By Nat Hab Expedition Leader Eddy Savage
Heading down to the Churchill River to catch the sunset is by far one of my favorite scenes. The crunching of snow in -30°F is a sound not soon forgotten as you step from the bus onto the ice. The crisp squeaking under your feet is so enjoyable it helps you to forget about your chilled and slightly numb cheeks. Add in a little wind at these temperatures and you’ll embrace blowing snow, in the form of tiny ice pellets, flying into any exposed skin and giving you a barrage of gentle stings—a true northern exfoliation you could say. The condensation from your breath will freeze to any nearby surface, leaving eyelashes, beards, eyebrows and anything near your mouth coated with the frosty and coveted “Manitoba Mascara”.
These little moments add agreeably to the scenery in front of you. Such a vast expanse of ice and wilderness that can take your breath away (or was that the extremely cold air? Hard to say sometimes.). Listening closely, you can hear the ever-shifting twangs and pings that reverberate through the ice sheet as it gently shifts with the rising and falling tides. Your mind tricks you a little bit, reminding you of all those movies and stories you’ve heard of people falling through the ice, a common fear. Not to worry on the Churchill River though— because of the extremely cold temperatures and long winters, the ice is around six feet thick and falling through would be impossible. Nonetheless, there’s a subtle nervousness in the first few moments after your boots stop squeaking on the snow and hit the solid clunk of six-foot-thick river ice.
The landscape around the river is remarkably flat and the highest points of land are on the western bank. The ridge consists of 100-foot-high, two-billion-year-old Precambrian shield bedrock with a dusting of spruce trees wherever there’s enough soil and protection from the prevailing northwest wind to support their growth. It’s a rugged and harsh landscape that only the hardiest of plants and animals can endure. Between you and that far ridge of land is the frozen 1.3-mile-wide Churchill River. You might expect it to be flat and smooth, but it is very much the opposite. Until you go six or seven miles upriver, there is a tidal fluctuation every six hours, up to 12 or so feet, and the constant vertical movement of the river ice causes jagged ice pillars and deep cracks to form where there are large rocks, or glacial erratics, on the river bottom. Wind-blown snowdrifts up around these ice pillars create an arrangement of many standalone miniature “ice-mountains”. Textured drifted snow reaches up from the ”ice-valleys” to the exposed and sharp “ice-mountaintops”. The ice-mountain ranges extend several hundred yards from shore until the river deepens and the ice doesn’t reach the river bottom anymore. Here the ice is smooth and flat and the high northwest winds keep sections of it free of drifted snow. The colors of the sky reflect delicately off these clear patches of ice here and there, adding to the impressive aesthetics of the view.
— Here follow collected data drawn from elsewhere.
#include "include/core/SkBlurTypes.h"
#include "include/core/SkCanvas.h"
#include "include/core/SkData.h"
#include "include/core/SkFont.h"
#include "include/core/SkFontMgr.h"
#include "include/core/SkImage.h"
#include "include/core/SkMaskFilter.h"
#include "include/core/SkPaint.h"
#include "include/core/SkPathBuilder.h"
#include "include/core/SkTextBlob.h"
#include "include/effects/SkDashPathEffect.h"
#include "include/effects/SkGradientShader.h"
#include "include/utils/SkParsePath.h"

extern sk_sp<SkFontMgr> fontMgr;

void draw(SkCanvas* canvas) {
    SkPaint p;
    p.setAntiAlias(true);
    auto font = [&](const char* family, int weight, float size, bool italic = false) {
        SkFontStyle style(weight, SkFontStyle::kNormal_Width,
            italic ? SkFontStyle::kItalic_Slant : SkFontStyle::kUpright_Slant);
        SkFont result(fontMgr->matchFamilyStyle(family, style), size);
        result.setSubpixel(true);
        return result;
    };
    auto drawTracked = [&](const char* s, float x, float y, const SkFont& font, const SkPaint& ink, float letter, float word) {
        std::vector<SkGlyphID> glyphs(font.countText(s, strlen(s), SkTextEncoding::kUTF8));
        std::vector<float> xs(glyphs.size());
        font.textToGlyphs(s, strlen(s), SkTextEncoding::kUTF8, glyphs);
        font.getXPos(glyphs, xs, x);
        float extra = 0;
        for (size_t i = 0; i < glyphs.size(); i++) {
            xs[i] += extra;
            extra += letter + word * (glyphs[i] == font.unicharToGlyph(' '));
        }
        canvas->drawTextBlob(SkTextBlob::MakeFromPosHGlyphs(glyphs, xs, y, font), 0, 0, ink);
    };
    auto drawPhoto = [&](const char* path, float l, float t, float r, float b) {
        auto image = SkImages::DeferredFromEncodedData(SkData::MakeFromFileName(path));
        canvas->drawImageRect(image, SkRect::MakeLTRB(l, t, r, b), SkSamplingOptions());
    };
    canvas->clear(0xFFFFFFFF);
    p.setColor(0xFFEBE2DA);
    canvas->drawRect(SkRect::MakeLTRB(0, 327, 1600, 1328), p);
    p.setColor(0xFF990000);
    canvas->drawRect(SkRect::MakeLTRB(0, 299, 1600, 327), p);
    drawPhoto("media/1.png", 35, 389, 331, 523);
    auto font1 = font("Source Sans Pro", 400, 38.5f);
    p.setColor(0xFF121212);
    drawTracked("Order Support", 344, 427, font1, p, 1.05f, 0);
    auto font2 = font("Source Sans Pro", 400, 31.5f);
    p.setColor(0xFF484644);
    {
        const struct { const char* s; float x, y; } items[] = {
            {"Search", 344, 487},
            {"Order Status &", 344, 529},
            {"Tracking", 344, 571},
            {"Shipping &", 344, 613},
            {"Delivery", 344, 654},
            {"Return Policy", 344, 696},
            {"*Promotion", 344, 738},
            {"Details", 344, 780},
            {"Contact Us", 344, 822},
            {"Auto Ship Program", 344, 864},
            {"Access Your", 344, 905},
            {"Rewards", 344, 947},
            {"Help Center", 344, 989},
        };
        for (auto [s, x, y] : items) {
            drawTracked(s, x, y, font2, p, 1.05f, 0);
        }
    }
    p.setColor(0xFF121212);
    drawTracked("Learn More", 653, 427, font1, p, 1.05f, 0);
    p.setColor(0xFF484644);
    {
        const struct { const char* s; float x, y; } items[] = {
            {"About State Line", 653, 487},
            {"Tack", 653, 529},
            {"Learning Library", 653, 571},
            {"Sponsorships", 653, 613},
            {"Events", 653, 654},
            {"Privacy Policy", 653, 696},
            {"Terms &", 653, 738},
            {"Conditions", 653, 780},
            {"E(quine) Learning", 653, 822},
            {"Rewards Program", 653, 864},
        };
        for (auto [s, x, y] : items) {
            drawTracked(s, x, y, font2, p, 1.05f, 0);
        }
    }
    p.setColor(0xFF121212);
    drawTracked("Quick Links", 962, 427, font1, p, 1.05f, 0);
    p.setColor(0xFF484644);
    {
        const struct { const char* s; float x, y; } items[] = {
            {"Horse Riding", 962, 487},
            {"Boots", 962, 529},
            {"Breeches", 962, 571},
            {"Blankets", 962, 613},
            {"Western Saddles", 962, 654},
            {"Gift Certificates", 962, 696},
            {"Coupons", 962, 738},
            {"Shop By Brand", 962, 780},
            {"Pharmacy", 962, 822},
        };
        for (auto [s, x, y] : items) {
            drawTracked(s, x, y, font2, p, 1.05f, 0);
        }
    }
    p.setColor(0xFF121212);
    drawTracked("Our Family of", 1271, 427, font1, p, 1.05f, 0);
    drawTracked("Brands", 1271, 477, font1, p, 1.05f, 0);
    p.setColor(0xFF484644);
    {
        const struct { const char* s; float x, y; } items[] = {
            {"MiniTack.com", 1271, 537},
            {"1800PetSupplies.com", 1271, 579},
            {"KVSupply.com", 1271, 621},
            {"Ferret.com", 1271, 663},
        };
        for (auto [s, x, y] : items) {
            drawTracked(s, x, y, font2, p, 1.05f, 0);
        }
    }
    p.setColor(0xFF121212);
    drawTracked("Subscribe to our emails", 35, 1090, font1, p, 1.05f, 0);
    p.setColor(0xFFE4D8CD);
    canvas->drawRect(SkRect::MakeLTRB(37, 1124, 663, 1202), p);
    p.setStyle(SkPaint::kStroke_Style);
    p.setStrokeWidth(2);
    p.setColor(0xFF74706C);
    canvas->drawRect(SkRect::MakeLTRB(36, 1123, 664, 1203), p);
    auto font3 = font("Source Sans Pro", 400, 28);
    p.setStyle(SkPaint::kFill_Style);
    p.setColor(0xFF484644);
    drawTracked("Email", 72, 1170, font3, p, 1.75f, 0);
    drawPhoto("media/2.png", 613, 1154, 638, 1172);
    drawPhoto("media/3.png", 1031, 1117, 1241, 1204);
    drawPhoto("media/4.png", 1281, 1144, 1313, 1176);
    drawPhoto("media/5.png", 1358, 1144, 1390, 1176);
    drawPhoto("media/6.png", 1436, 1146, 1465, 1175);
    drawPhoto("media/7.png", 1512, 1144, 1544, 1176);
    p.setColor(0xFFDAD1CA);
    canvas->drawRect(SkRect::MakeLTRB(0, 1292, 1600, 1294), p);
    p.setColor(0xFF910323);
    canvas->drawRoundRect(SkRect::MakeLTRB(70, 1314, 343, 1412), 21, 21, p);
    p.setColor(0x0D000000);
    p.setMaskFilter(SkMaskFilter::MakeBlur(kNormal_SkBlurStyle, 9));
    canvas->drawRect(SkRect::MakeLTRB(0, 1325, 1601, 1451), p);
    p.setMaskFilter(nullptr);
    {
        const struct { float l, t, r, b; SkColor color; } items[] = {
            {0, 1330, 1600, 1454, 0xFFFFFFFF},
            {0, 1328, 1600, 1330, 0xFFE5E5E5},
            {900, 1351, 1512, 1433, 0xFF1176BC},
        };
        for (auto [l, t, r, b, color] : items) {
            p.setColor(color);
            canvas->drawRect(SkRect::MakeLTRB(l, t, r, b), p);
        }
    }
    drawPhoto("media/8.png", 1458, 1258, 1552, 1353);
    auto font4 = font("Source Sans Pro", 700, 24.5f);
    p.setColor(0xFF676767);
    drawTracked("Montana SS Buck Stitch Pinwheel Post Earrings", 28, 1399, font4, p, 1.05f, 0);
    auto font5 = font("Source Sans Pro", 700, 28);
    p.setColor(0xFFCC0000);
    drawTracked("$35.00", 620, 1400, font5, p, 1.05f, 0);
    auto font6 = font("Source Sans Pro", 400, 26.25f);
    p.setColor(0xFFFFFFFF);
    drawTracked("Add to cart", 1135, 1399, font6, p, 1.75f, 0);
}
And then there is the sun. With such a big sky in Churchill, the sun can look insignificant when observed in the vastness of the wide-open Churchill River and western ridgeline. However, ice crystals can fill the air even with the slightest bit of wind, and their presence dramatically increases the sun’s impact. The ice crystals refract the light from the setting sun, and as it dips lower towards the horizon and the atmospheric blue light is filtered out, the sun appears to double or triple in size as yellows, reds and oranges saturate the horizon. Each sunset is different, and occasionally you can spot the atmospheric optical phenomenon that can only be seen when falling or suspended ice crystals refract or reflect sunlight. If there are hexagonal-shaped ice crystals falling vertically in the sky, we might see a sundog, parhelion or mock-suns adjacent to the sunset. Or perhaps we’ll experience a light pillar as the sun drops below the horizon and the sunlight is reflected by tiny ice crystals.
For me, the most impressive light show comes when the sun is low on the horizon, moments from disappearing, and the shards of ice at the top of the ice-mountaintops begin to absorb the yellows, oranges and reds of the sky. You’ll often find me laying down on the ice, flat on my belly, to get the sun partially obscured by one of the ice mountaintops. Moments before the sun disappears, the snow and ice on the river become completely bathed in the subtle colors of the sky.
When the sun begins its final descent behind the distant rocky ridge of Precambrian shield and spruce trees, it seems the whole world goes quiet. The sky is full of color as far as I can see, and all I can hear is the quiet whispers of my travelers sharing their awe, the whistling breeze of the northwest wind through the ruff of my parka and the squeaky sound of snow under our feet. As we all revel in the beauty of nature and the sun says its farewell for the night, the sky becomes full of pinkish hues from horizon to horizon. Despite the continuing beauty of the scene, in a surprising hurry we all become much more aware of our numb and chilled cheeks, the rapidly growing “Manitoba Mascara” and how alive we all feel at that moment as our bodies remember they’ve endured -30°F for the past 20 minutes. We’ll crunch and squeak in our boots back to the comfort of our bus and head back to town after our small adventure on the Churchill River.